The problem -> Each entry below must come back exactly as written, without its pictures.
────────────────────────────────────────
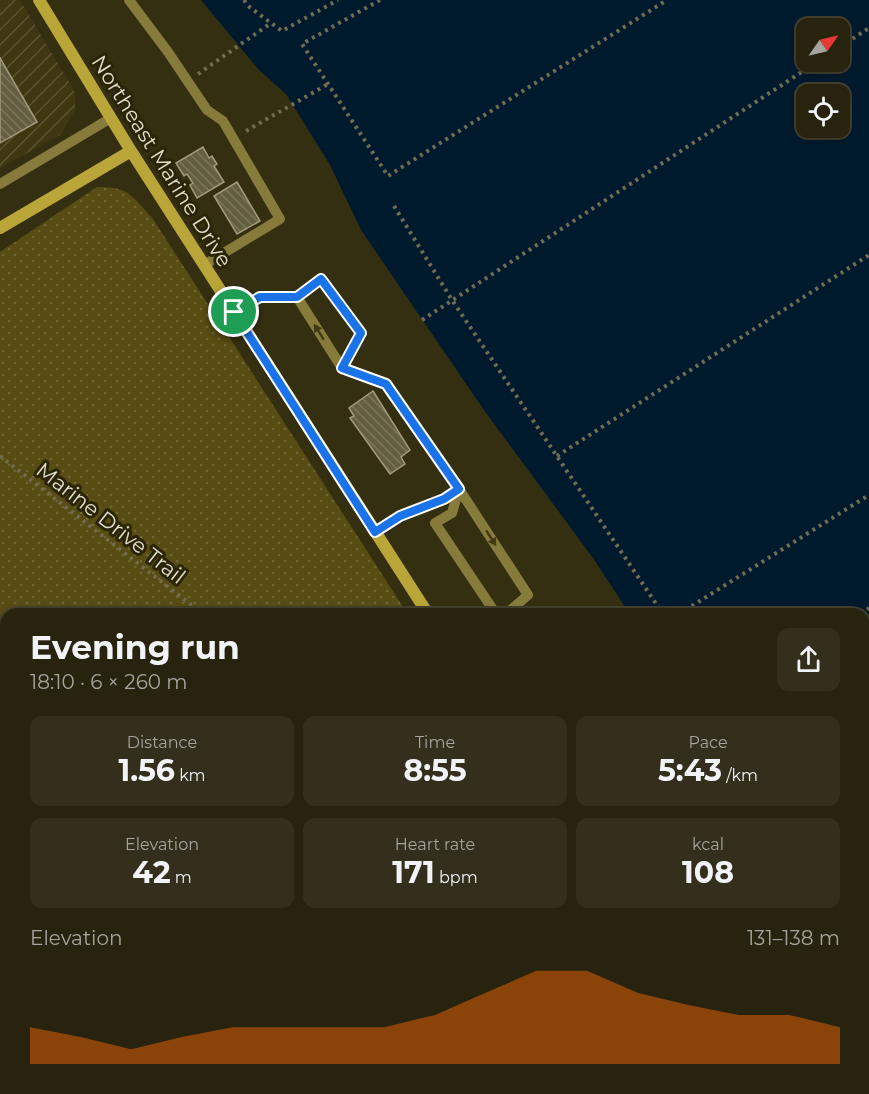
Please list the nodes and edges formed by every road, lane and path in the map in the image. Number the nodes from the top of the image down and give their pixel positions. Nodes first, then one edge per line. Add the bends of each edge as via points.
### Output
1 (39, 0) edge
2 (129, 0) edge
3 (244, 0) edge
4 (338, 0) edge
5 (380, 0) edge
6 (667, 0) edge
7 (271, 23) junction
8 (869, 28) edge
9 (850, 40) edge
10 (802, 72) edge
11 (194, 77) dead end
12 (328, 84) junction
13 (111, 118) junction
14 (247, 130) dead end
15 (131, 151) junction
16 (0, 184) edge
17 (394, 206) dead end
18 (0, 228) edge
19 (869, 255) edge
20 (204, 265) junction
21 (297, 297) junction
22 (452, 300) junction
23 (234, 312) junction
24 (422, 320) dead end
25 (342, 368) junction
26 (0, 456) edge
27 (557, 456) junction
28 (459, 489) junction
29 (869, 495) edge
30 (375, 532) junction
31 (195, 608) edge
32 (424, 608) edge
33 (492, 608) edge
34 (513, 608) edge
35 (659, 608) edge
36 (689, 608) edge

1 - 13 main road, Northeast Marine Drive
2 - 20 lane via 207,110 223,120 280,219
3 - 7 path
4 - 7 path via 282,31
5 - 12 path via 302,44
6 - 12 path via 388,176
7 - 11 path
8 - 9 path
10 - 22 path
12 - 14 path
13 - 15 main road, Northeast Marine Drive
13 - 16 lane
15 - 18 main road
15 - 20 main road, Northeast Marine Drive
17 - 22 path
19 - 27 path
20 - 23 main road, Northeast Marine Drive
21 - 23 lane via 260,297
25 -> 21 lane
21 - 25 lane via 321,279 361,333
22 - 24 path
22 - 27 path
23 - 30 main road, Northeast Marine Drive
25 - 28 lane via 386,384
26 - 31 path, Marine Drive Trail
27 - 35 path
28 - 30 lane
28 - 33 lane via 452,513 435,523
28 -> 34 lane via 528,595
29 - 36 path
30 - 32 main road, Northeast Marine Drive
────────────────────────────────────────
Result of this task ->
Please list the nodes and edges formed by every road, lane and path in the map in the image. Number the nodes from the top of the image down and give their pixel positions. Nodes first, then one edge per line. Add the bends of each edge as via points.
### Output
1 (39, 0) edge
2 (129, 0) edge
3 (244, 0) edge
4 (338, 0) edge
5 (380, 0) edge
6 (667, 0) edge
7 (271, 23) junction
8 (869, 28) edge
9 (850, 40) edge
10 (802, 72) edge
11 (194, 77) dead end
12 (328, 84) junction
13 (111, 118) junction
14 (247, 130) dead end
15 (131, 151) junction
16 (0, 184) edge
17 (394, 206) dead end
18 (0, 228) edge
19 (869, 255) edge
20 (204, 265) junction
21 (297, 297) junction
22 (452, 300) junction
23 (234, 312) junction
24 (422, 320) dead end
25 (342, 368) junction
26 (0, 456) edge
27 (557, 456) junction
28 (459, 489) junction
29 (869, 495) edge
30 (375, 532) junction
31 (195, 608) edge
32 (424, 608) edge
33 (492, 608) edge
34 (513, 608) edge
35 (659, 608) edge
36 (689, 608) edge

1 - 13 main road, Northeast Marine Drive
2 - 20 lane via 207,110 223,120 280,219
3 - 7 path
4 - 7 path via 282,31
5 - 12 path via 302,44
6 - 12 path via 388,176
7 - 11 path
8 - 9 path
10 - 22 path
12 - 14 path
13 - 15 main road, Northeast Marine Drive
13 - 16 lane
15 - 18 main road
15 - 20 main road, Northeast Marine Drive
17 - 22 path
19 - 27 path
20 - 23 main road, Northeast Marine Drive
21 - 23 lane via 260,297
25 -> 21 lane
21 - 25 lane via 321,279 361,333
22 - 24 path
22 - 27 path
23 - 30 main road, Northeast Marine Drive
25 - 28 lane via 386,384
26 - 31 path, Marine Drive Trail
27 - 35 path
28 - 30 lane
28 - 33 lane via 452,513 435,523
28 -> 34 lane via 528,595
29 - 36 path
30 - 32 main road, Northeast Marine Drive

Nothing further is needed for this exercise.